Data for review START

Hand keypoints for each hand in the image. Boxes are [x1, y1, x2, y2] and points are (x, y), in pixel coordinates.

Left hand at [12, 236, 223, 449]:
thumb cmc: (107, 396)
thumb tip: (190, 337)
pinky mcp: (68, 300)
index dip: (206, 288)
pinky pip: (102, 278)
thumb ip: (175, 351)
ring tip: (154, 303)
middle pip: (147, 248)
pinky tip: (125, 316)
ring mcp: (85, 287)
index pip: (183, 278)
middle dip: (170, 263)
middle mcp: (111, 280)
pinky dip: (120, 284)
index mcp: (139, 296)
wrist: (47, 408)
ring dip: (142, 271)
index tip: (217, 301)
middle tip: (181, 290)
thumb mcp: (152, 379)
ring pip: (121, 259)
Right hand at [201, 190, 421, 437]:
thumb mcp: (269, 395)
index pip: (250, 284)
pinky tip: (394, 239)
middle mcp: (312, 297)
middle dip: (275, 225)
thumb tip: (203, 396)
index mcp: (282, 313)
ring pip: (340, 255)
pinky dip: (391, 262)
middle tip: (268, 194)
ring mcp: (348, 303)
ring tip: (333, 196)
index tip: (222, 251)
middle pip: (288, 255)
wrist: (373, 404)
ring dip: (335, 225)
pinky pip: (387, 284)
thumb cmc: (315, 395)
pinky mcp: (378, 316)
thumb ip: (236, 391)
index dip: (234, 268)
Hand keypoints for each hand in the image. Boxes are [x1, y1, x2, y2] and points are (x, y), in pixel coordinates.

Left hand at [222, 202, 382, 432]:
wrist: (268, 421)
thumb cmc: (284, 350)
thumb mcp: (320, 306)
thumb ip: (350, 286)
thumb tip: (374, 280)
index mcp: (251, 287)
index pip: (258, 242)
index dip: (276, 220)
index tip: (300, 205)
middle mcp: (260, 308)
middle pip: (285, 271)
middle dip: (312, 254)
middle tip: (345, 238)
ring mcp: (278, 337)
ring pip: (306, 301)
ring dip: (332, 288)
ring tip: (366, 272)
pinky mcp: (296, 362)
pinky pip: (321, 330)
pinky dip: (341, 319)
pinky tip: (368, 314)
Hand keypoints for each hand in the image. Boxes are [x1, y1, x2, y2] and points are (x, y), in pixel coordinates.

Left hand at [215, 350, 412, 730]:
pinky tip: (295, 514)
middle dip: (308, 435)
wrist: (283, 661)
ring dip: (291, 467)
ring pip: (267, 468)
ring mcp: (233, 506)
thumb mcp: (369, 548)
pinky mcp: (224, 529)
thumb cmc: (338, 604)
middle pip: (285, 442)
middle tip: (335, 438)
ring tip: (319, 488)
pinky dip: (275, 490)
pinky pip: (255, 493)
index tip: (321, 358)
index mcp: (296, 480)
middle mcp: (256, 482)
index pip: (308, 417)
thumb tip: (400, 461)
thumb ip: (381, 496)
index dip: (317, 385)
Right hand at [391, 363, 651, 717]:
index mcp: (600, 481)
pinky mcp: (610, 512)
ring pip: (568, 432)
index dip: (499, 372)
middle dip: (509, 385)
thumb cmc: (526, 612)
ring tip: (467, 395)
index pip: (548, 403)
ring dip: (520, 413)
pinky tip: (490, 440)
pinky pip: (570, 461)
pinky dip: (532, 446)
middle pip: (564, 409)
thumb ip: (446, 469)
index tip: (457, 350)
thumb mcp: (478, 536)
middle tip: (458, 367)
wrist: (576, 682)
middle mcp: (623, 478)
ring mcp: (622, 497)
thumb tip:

Data for review END

Reproduce the preceding records exactly and completely.

__Solution to the problem__.
Hand keypoints for each hand in the image. Boxes are [x1, y1, x2, y2] and points are (x, y), in pixel coordinates.

Left hand at [12, 236, 223, 449]:
thumb cmc: (107, 396)
thumb tip: (190, 337)
pinky mcp: (68, 300)
index dip: (206, 288)
pinky pip: (102, 278)
thumb ip: (175, 351)
ring tip: (154, 303)
middle pip: (147, 248)
pinky tip: (125, 316)
ring mcp: (85, 287)
index pip: (183, 278)
middle dip: (170, 263)
middle mcp: (111, 280)
pinky dip: (120, 284)
index mcp: (139, 296)
wrist: (47, 408)
ring dip: (142, 271)
index tip: (217, 301)
middle tip: (181, 290)
thumb mcp: (152, 379)
ring pip: (121, 259)
Right hand at [201, 190, 421, 437]:
thumb mcp: (269, 395)
index pip: (250, 284)
pinky tip: (394, 239)
middle mcp: (312, 297)
middle dip: (275, 225)
thumb tip: (203, 396)
index mcp: (282, 313)
ring pip: (340, 255)
pinky dip: (391, 262)
middle tip: (268, 194)
ring mcp: (348, 303)
ring tip: (333, 196)
index tip: (222, 251)
middle pip: (288, 255)
wrist: (373, 404)
ring dip: (335, 225)
pinky pip: (387, 284)
thumb cmc: (315, 395)
pinky mcp: (378, 316)
thumb ip: (236, 391)
index dip: (234, 268)
Hand keypoints for each hand in the image. Boxes are [x1, y1, x2, y2] and points are (x, y), in pixel coordinates.

Left hand at [222, 202, 382, 432]:
wrist: (268, 421)
thumb cmc: (284, 350)
thumb mcp: (320, 306)
thumb ip: (350, 286)
thumb tip: (374, 280)
index mcp: (251, 287)
index pip: (258, 242)
index dip: (276, 220)
index tip: (300, 205)
middle mcp: (260, 308)
middle pip: (285, 271)
middle dip: (312, 254)
middle tip: (345, 238)
ring mcp: (278, 337)
ring pip: (306, 301)
ring dip: (332, 288)
ring tip: (366, 272)
pinky mcp: (296, 362)
pinky pip: (321, 330)
pinky dip: (341, 319)
pinky tip: (368, 314)
Hand keypoints for each hand in the image. Boxes are [x1, y1, x2, y2] and points are (x, y), in pixel coordinates.

Left hand at [215, 350, 412, 730]:
pinky tip: (295, 514)
middle dip: (308, 435)
wrist: (283, 661)
ring dip: (291, 467)
ring pip: (267, 468)
ring mcp: (233, 506)
thumb mcp: (369, 548)
pinky mcp: (224, 529)
thumb cmc: (338, 604)
middle pip: (285, 442)
middle tip: (335, 438)
ring tip: (319, 488)
pinky dip: (275, 490)
pinky pip: (255, 493)
index tip: (321, 358)
index mcp: (296, 480)
middle mcp: (256, 482)
index pip: (308, 417)
thumb tip: (400, 461)
thumb ip: (381, 496)
index dip: (317, 385)
Right hand at [391, 363, 651, 717]:
index mcp: (600, 481)
pinky mcp: (610, 512)
ring pip: (568, 432)
index dip: (499, 372)
middle dip: (509, 385)
thumb cmc: (526, 612)
ring tip: (467, 395)
index pip: (548, 403)
ring dip: (520, 413)
pinky tip: (490, 440)
pinky pip: (570, 461)
pinky dip: (532, 446)
middle pip: (564, 409)
thumb ip: (446, 469)
index tip: (457, 350)
thumb mcp: (478, 536)
middle tip: (458, 367)
wrist: (576, 682)
middle mcp: (623, 478)
ring mcp: (622, 497)
thumb tip:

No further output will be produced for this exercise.